Excerpts from a dataset.
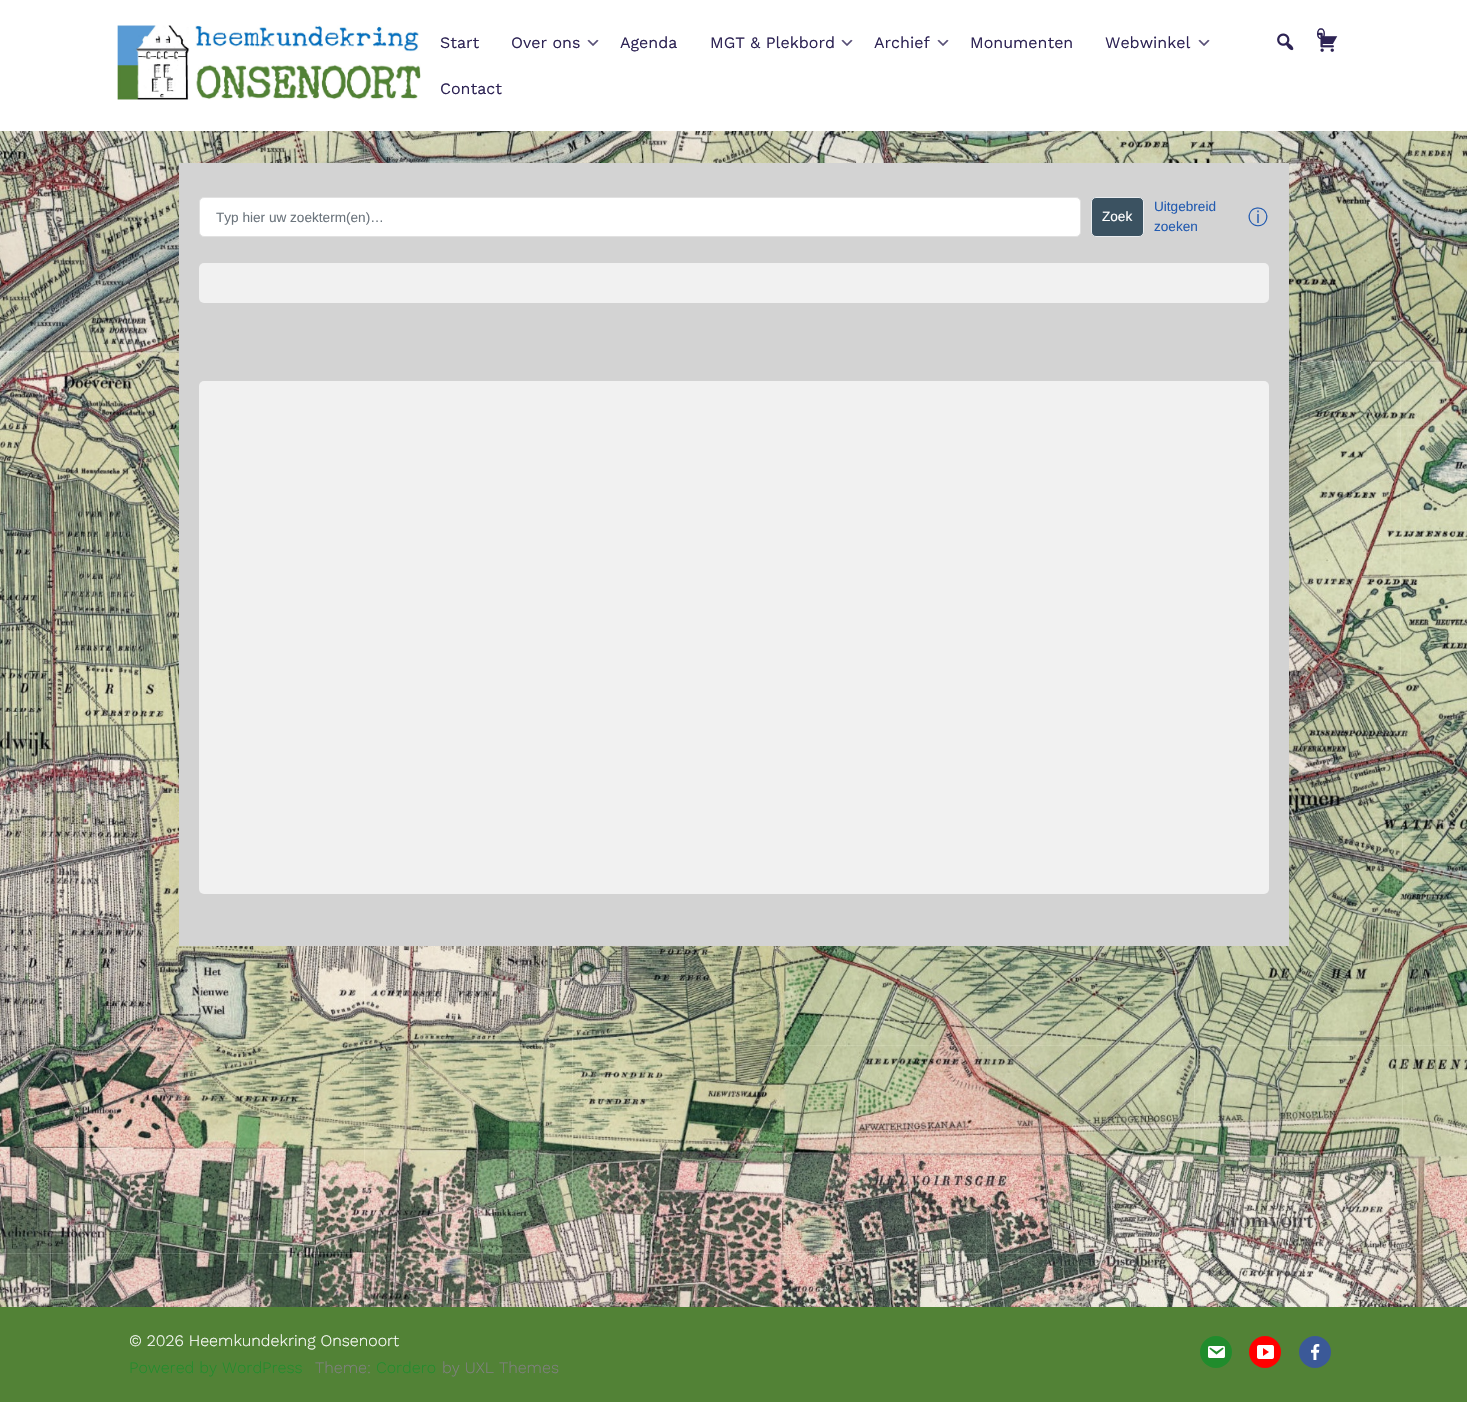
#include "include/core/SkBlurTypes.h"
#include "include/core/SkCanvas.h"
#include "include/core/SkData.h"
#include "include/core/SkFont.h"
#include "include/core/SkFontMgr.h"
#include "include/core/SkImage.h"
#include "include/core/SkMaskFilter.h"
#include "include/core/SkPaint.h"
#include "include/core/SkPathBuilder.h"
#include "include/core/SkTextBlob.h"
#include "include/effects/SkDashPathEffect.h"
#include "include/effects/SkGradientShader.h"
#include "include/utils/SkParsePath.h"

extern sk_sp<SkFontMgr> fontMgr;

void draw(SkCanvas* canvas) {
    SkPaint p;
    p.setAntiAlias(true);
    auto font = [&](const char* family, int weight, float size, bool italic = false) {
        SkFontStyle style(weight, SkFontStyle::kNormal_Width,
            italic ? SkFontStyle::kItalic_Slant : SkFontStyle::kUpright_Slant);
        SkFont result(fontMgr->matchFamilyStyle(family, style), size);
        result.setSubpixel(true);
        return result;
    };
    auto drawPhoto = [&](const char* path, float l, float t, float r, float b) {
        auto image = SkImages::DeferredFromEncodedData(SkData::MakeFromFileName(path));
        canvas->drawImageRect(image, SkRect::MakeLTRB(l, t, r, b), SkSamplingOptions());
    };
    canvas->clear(0xFFFFFFFF);
    drawPhoto("media/1.png", 0, 131, 1467, 1307);
    drawPhoto("media/2.png", 117, 25, 421, 100);
    drawPhoto("media/3.png", 1277, 33, 1294, 51);
    drawPhoto("media/4.png", 1317, 32, 1338, 52);
    auto font1 = font("Work Sans", 400, 16);
    p.setColor(0xFF2D2354);
    {
        const struct { const char* s; float x, y; } items[] = {
            {"0", 1316, 39},
            {"Start", 440, 48},
            {"Over ons", 511, 48},
        };
        for (auto [s, x, y] : items) {
            canvas->drawString(s, x, y, font1, p);
        }
    }
    drawPhoto("media/5.png", 587, 39, 599, 46);
    canvas->drawString("Agenda", 620, 48, font1, p);
    canvas->drawString("MGT & Plekbord", 710, 48, font1, p);
    drawPhoto("media/5.png", 841, 39, 853, 46);
    canvas->drawString("Archief", 874, 48, font1, p);
    drawPhoto("media/5.png", 937, 39, 949, 46);
    canvas->drawString("Monumenten", 970, 48, font1, p);
    canvas->drawString("Webwinkel", 1105, 48, font1, p);
    drawPhoto("media/5.png", 1198, 39, 1210, 46);
    canvas->drawString("Contact", 440, 94, font1, p);
    p.setColor(0xFFD3D3D3);
    canvas->drawRect(SkRect::MakeLTRB(179, 163, 1289, 946), p);
    p.setColor(0xFFFFFFFF);
    canvas->drawRoundRect(SkRect::MakeLTRB(199.5f, 197.5f, 1080.5f, 236.5f), 4.5f, 4.5f, p);
    p.setStyle(SkPaint::kStroke_Style);
    p.setStrokeWidth(1);
    p.setColor(0xFFE1E1E1);
    canvas->drawRoundRect(SkRect::MakeLTRB(199.5f, 197.5f, 1080.5f, 236.5f), 4.5f, 4.5f, p);
    auto font2 = font("Liberation Sans", 400, 13.6f);
    p.setStyle(SkPaint::kFill_Style);
    p.setColor(0xFF6C757D);
    canvas->drawString("Typ hier uw zoekterm(en)…", 216, 222, font2, p);
    p.setColor(0xFF3B5261);
    canvas->drawRoundRect(SkRect::MakeLTRB(1091.5f, 197.5f, 1143.5f, 236.5f), 4.5f, 4.5f, p);
    p.setStyle(SkPaint::kStroke_Style);
    p.setColor(0xFFE9ECEF);
    canvas->drawRoundRect(SkRect::MakeLTRB(1091.5f, 197.5f, 1143.5f, 236.5f), 4.5f, 4.5f, p);
    p.setStyle(SkPaint::kFill_Style);
    p.setColor(0xFFFFFFFF);
    canvas->drawString("Zoek", 1102, 221, font2, p);
    p.setColor(0xFF235BB0);
    canvas->drawString("Uitgebreid", 1154, 211, font2, p);
    canvas->drawString("zoeken", 1154, 231, font2, p);
    auto font3 = font("WenQuanYi Zen Hei", 500, 20);
    canvas->drawString("ⓘ", 1248, 224, font3, p);
    p.setColor(0xFFF1F1F1);
    canvas->drawRoundRect(SkRect::MakeLTRB(199, 263, 1269, 303), 5, 5, p);
    canvas->drawRoundRect(SkRect::MakeLTRB(199, 381, 1269, 894), 5, 5, p);
    p.setColor(0xFF528236);
    canvas->drawRect(SkRect::MakeLTRB(0, 1307, 1467, 1402), p);
    auto font4 = font("Work Sans", 300, 16);
    p.setColor(0xFFFFFFFF);
    canvas->drawString("© 2026 Heemkundekring Onsenoort", 129, 1346, font4, p);
    p.setColor(0xFF208C2C);
    canvas->drawString("Powered by WordPress", 129, 1373, font4, p);
    p.setColor(0xFF808080);
    canvas->drawString("Theme:", 315, 1373, font4, p);
    p.setColor(0xFF208C2C);
    canvas->drawString("Cordero", 376, 1373, font4, p);
    p.setColor(0xFF808080);
    canvas->drawString("by UXL Themes", 442, 1373, font4, p);
    p.setColor(0xFF208C2C);
    canvas->drawCircle(1216, 1352, 16, p);
    drawPhoto("media/6.png", 1208, 1346, 1225, 1358);
    p.setColor(0xFFFF0000);
    canvas->drawCircle(1265, 1352, 16, p);
    drawPhoto("media/7.png", 1257, 1345, 1274, 1359);
    p.setColor(0xFF3B5998);
    canvas->drawCircle(1315, 1352, 16, p);
    drawPhoto("media/8.png", 1311, 1344, 1320, 1360);
}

TASK STATEMENT.
Of the lines in the data, report each one containing the string "result".

EXERCISE RESPONSE.
        SkFont result(fontMgr->matchFamilyStyle(family, style), size);
        result.setSubpixel(true);
        return result;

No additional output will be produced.